Stored data:
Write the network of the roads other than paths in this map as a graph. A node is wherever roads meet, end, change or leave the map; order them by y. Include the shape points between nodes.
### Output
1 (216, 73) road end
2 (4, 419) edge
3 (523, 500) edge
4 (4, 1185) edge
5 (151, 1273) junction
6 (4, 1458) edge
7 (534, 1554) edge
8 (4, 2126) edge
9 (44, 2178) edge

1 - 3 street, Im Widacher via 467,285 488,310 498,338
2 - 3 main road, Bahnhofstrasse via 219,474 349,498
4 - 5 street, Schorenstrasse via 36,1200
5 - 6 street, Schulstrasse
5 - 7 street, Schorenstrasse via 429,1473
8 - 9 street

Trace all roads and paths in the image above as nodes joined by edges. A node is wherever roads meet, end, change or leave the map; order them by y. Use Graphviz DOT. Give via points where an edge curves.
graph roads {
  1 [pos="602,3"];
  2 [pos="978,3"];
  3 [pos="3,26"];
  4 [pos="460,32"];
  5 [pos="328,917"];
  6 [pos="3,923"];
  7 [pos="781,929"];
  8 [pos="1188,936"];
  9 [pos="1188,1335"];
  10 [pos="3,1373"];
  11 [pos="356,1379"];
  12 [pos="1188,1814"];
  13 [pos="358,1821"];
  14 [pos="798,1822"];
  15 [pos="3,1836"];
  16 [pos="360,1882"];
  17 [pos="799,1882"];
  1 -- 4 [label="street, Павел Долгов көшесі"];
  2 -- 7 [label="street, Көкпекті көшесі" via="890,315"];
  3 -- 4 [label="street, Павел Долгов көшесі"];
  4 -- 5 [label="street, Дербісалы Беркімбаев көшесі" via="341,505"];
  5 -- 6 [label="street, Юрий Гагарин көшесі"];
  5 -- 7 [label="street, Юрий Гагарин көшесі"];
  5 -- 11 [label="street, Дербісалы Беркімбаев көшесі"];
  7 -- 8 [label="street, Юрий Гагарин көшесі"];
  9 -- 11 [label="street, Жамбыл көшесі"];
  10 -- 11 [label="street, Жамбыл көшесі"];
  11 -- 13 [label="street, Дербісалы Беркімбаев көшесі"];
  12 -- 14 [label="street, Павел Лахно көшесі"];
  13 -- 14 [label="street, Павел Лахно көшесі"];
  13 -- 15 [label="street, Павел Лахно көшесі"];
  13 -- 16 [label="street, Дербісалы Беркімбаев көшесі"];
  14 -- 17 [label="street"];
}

§ **What the exercise asks**
Retype every line of the data, keeping each one exactly as it is.

§ **Solution for this exercise**
Write the network of the roads other than paths in this map as a graph. A node is wherever roads meet, end, change or leave the map; order them by y. Include the shape points between nodes.
### Output
1 (216, 73) road end
2 (4, 419) edge
3 (523, 500) edge
4 (4, 1185) edge
5 (151, 1273) junction
6 (4, 1458) edge
7 (534, 1554) edge
8 (4, 2126) edge
9 (44, 2178) edge

1 - 3 street, Im Widacher via 467,285 488,310 498,338
2 - 3 main road, Bahnhofstrasse via 219,474 349,498
4 - 5 street, Schorenstrasse via 36,1200
5 - 6 street, Schulstrasse
5 - 7 street, Schorenstrasse via 429,1473
8 - 9 street

Trace all roads and paths in the image above as nodes joined by edges. A node is wherever roads meet, end, change or leave the map; order them by y. Use Graphviz DOT. Give via points where an edge curves.
graph roads {
  1 [pos="602,3"];
  2 [pos="978,3"];
  3 [pos="3,26"];
  4 [pos="460,32"];
  5 [pos="328,917"];
  6 [pos="3,923"];
  7 [pos="781,929"];
  8 [pos="1188,936"];
  9 [pos="1188,1335"];
  10 [pos="3,1373"];
  11 [pos="356,1379"];
  12 [pos="1188,1814"];
  13 [pos="358,1821"];
  14 [pos="798,1822"];
  15 [pos="3,1836"];
  16 [pos="360,1882"];
  17 [pos="799,1882"];
  1 -- 4 [label="street, Павел Долгов көшесі"];
  2 -- 7 [label="street, Көкпекті көшесі" via="890,315"];
  3 -- 4 [label="street, Павел Долгов көшесі"];
  4 -- 5 [label="street, Дербісалы Беркімбаев көшесі" via="341,505"];
  5 -- 6 [label="street, Юрий Гагарин көшесі"];
  5 -- 7 [label="street, Юрий Гагарин көшесі"];
  5 -- 11 [label="street, Дербісалы Беркімбаев көшесі"];
  7 -- 8 [label="street, Юрий Гагарин көшесі"];
  9 -- 11 [label="street, Жамбыл көшесі"];
  10 -- 11 [label="street, Жамбыл көшесі"];
  11 -- 13 [label="street, Дербісалы Беркімбаев көшесі"];
  12 -- 14 [label="street, Павел Лахно көшесі"];
  13 -- 14 [label="street, Павел Лахно көшесі"];
  13 -- 15 [label="street, Павел Лахно көшесі"];
  13 -- 16 [label="street, Дербісалы Беркімбаев көшесі"];
  14 -- 17 [label="street"];
}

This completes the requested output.